**How to complete this task**. Below are the records; extract from them the line containing "index tip: (522, 256)" to the line containing "middle dip: (88, 83)", both lines included, exactly and with no pictures.

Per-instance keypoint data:
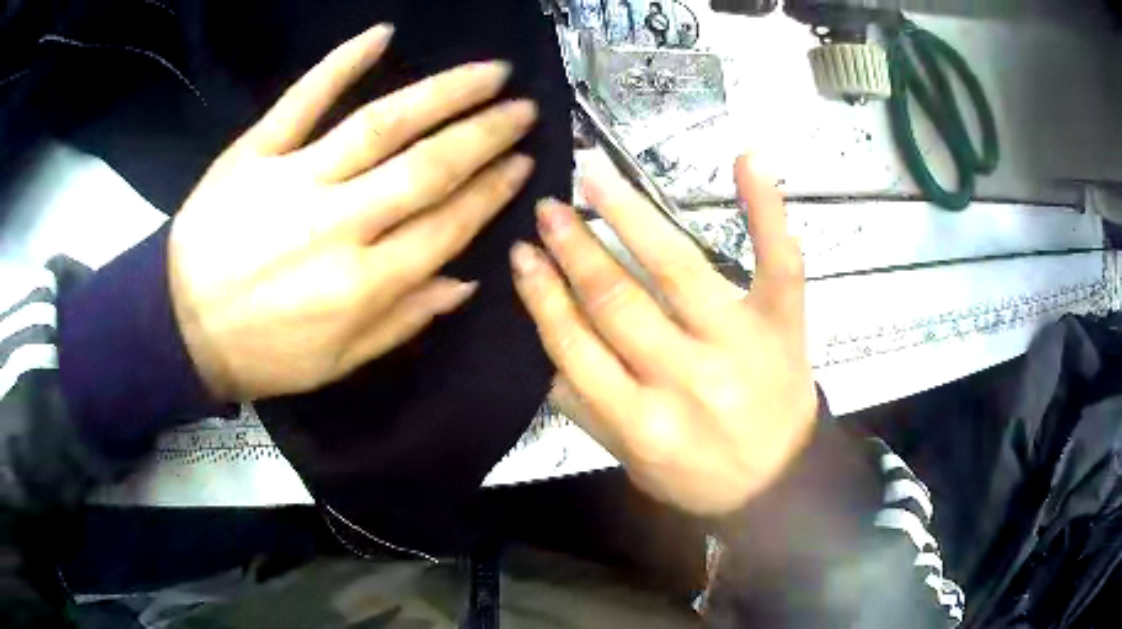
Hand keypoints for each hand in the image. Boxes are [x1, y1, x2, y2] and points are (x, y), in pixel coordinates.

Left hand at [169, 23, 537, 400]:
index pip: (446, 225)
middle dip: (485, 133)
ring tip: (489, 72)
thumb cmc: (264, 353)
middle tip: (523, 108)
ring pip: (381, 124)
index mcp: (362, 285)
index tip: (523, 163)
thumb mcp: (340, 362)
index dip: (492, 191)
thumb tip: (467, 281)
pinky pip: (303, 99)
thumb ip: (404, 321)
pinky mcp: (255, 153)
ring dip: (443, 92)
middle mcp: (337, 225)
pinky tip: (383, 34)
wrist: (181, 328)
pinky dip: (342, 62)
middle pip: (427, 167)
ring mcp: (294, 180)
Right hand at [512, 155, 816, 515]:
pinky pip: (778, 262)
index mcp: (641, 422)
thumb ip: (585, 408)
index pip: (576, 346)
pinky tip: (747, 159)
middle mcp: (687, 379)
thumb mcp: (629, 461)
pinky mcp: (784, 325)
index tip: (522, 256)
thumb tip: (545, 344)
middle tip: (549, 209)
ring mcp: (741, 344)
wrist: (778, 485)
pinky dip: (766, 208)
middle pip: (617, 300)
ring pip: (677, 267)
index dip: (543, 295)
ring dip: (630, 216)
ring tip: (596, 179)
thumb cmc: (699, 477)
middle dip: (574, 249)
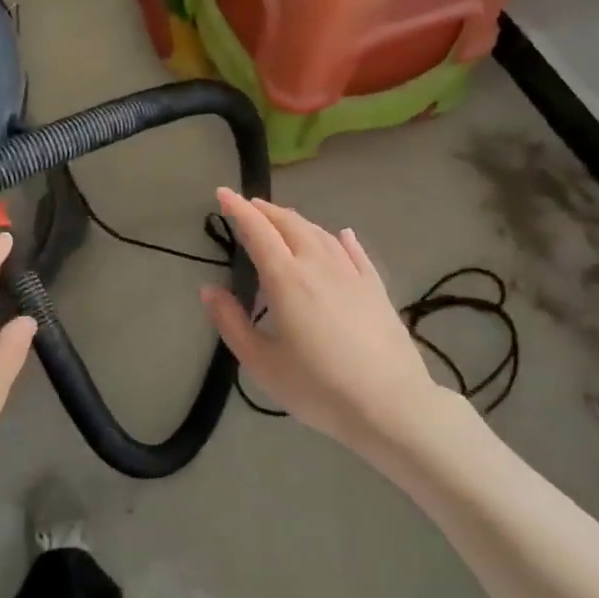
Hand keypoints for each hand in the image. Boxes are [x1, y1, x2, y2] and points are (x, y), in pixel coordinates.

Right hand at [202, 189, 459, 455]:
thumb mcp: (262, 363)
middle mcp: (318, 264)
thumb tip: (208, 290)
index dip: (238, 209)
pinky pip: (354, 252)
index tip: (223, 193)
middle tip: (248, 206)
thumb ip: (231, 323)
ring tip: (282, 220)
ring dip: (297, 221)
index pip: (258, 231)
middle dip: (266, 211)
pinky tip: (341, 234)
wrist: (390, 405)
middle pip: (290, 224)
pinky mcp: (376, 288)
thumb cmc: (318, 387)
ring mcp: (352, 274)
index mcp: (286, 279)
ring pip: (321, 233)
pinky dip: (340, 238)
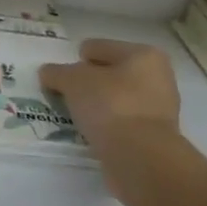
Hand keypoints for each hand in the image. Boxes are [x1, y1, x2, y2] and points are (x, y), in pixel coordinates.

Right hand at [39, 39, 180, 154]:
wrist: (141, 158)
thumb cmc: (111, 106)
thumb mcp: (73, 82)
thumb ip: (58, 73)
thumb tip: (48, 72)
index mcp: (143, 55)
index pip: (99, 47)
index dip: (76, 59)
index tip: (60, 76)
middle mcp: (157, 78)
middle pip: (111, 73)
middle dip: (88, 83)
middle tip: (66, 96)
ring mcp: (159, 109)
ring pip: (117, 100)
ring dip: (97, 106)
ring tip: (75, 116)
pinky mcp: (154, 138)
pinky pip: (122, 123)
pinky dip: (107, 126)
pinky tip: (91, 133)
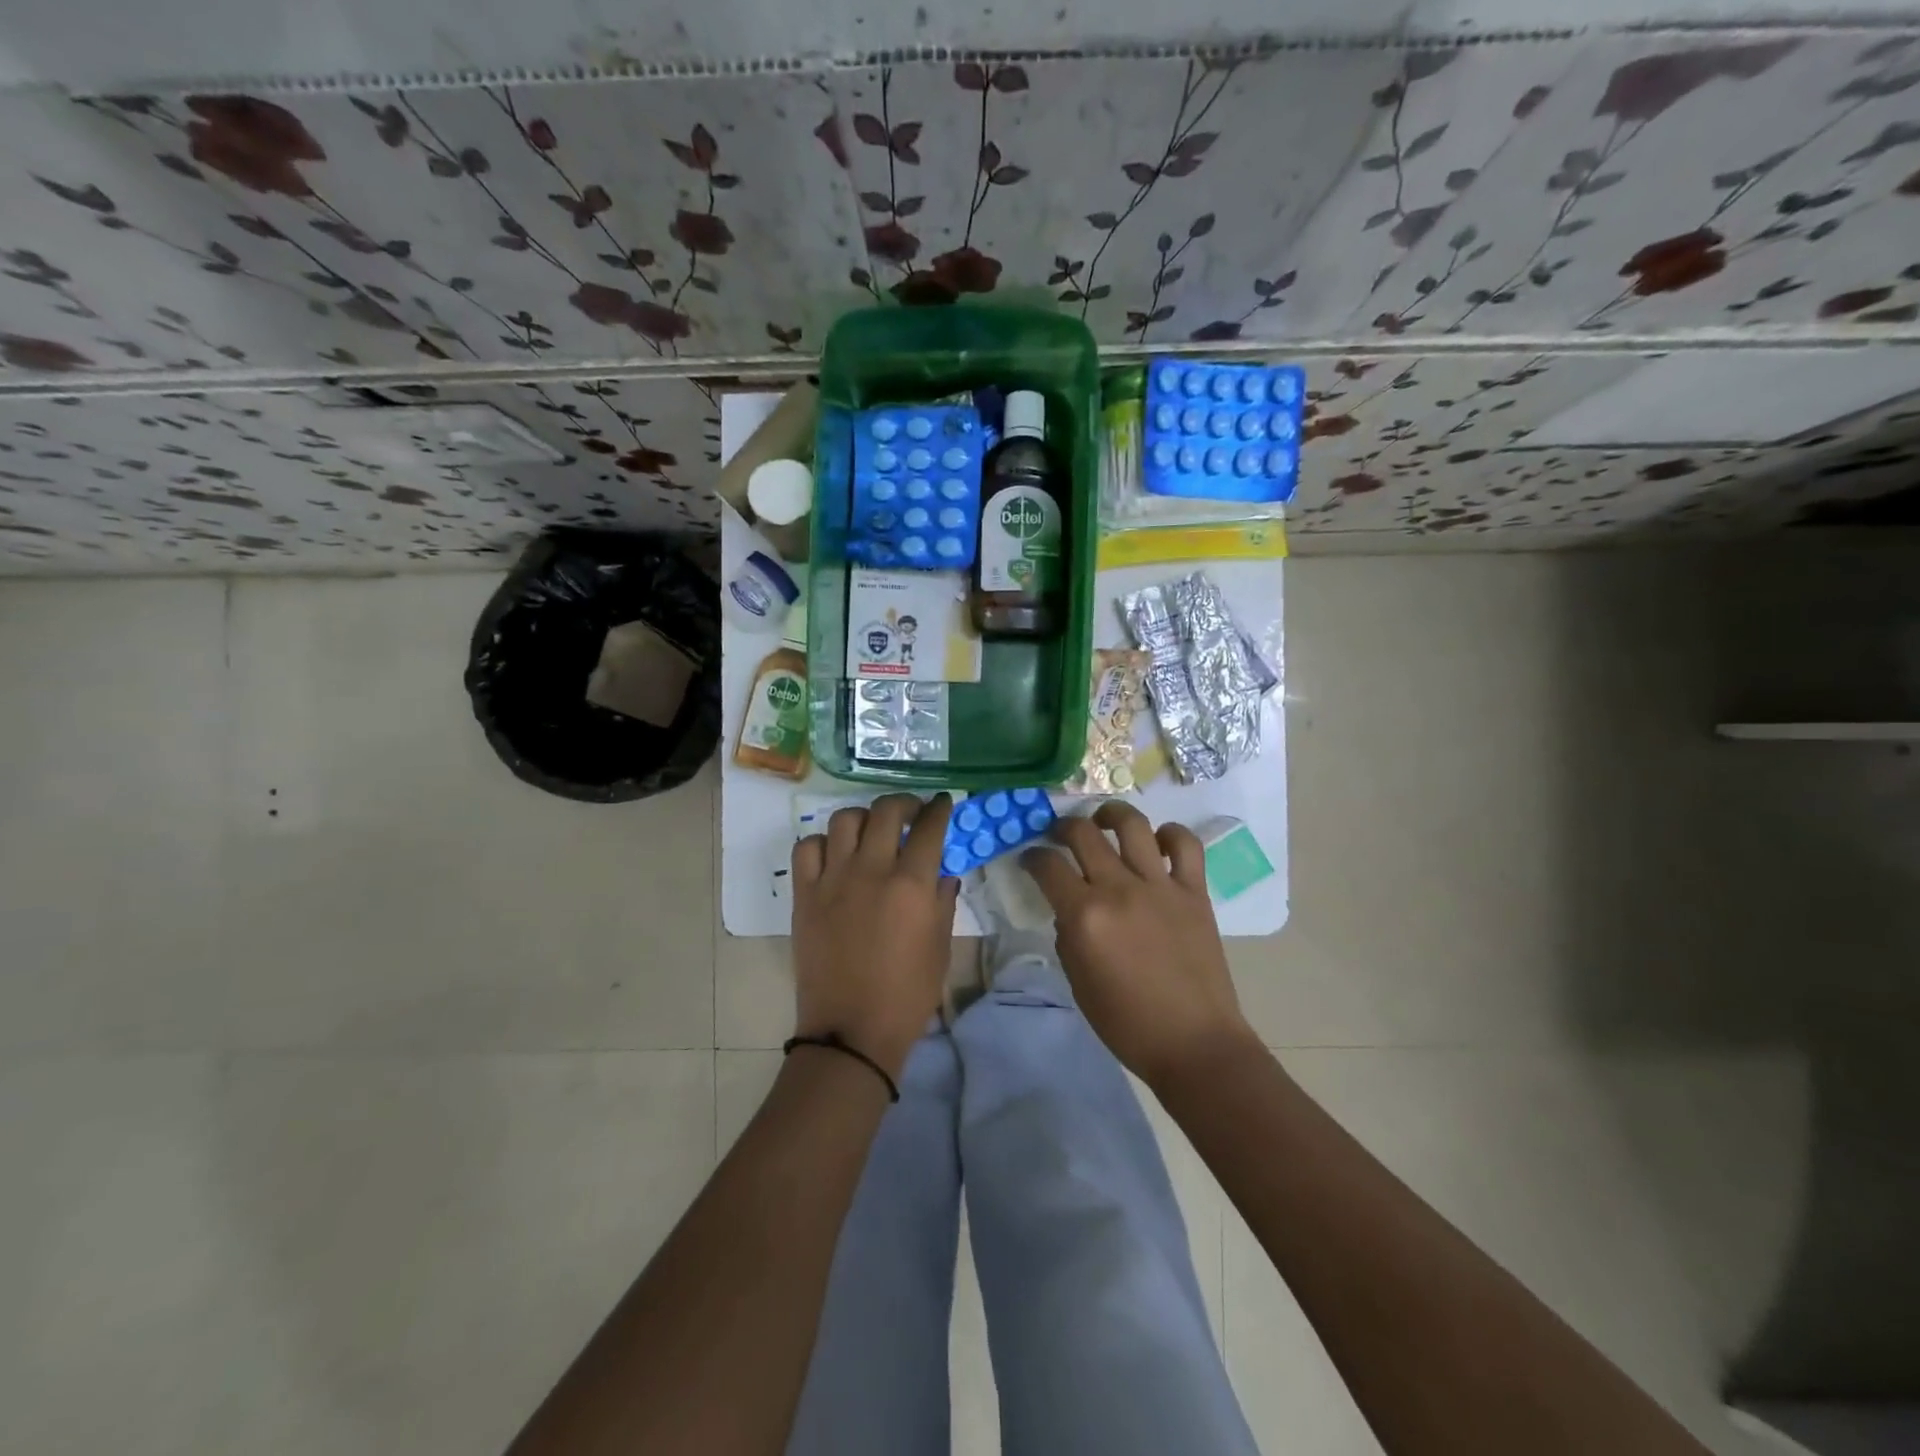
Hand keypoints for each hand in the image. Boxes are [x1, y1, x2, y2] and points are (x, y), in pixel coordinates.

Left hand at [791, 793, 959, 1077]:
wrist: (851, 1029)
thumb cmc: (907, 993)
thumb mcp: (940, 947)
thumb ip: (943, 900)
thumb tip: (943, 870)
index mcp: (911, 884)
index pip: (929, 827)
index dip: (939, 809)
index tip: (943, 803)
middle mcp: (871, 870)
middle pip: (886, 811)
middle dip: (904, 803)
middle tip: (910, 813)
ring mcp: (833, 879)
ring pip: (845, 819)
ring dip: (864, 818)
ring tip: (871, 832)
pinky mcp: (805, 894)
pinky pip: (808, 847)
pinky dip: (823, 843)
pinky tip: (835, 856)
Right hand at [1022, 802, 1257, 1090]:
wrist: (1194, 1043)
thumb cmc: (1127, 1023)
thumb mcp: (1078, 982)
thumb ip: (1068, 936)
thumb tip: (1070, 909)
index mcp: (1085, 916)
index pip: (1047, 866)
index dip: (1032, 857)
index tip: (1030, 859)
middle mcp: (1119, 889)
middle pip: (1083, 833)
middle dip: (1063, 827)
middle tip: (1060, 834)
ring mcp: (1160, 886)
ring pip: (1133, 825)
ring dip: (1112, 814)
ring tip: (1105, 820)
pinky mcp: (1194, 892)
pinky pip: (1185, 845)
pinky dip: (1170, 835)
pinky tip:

**Reply**.
index tip: (522, 256)
thumb tip: (545, 344)
middle tip: (549, 209)
ring mcp: (741, 344)
wrist: (778, 485)
pinky dip: (766, 208)
middle pip: (617, 300)
ring pip: (677, 267)
index dip: (543, 295)
ring dip: (630, 216)
ring tip: (596, 179)
thumb cmc: (699, 477)
middle dip: (574, 249)
Hand keypoints for each hand in the image. Boxes are [x1, y1, x2, y2] and points are (x, y), in pixel coordinates.

Right hand at [202, 189, 459, 455]:
thumb mcp: (262, 363)
middle mcp: (318, 264)
thumb tip: (208, 290)
index dip: (238, 209)
pinky pip: (354, 252)
index tip: (223, 193)
middle tip: (248, 206)
thumb ip: (231, 323)
ring tip: (282, 220)
ring dip: (297, 221)
index pip: (258, 231)
middle dip: (266, 211)
pinky tip: (341, 234)
wrist: (390, 405)
middle pip: (290, 224)
pinky mcp: (376, 288)
thumb cmc: (318, 387)
ring mcp: (352, 274)
index mcp: (286, 279)
ring pip: (321, 233)
pinky dip: (340, 238)
Hand keypoints for each hand in the image. Boxes are [x1, y1, x2, y2] and points are (x, y), in pixel coordinates.

Right hand at [39, 39, 180, 154]:
wrist: (141, 158)
thumb cmc: (111, 106)
thumb mcp: (73, 82)
thumb ip: (58, 73)
thumb tip: (48, 72)
index mcp: (143, 55)
index pip: (99, 47)
index dip: (76, 59)
index tip: (60, 76)
middle mcp: (157, 78)
middle pip: (111, 73)
middle dip: (88, 83)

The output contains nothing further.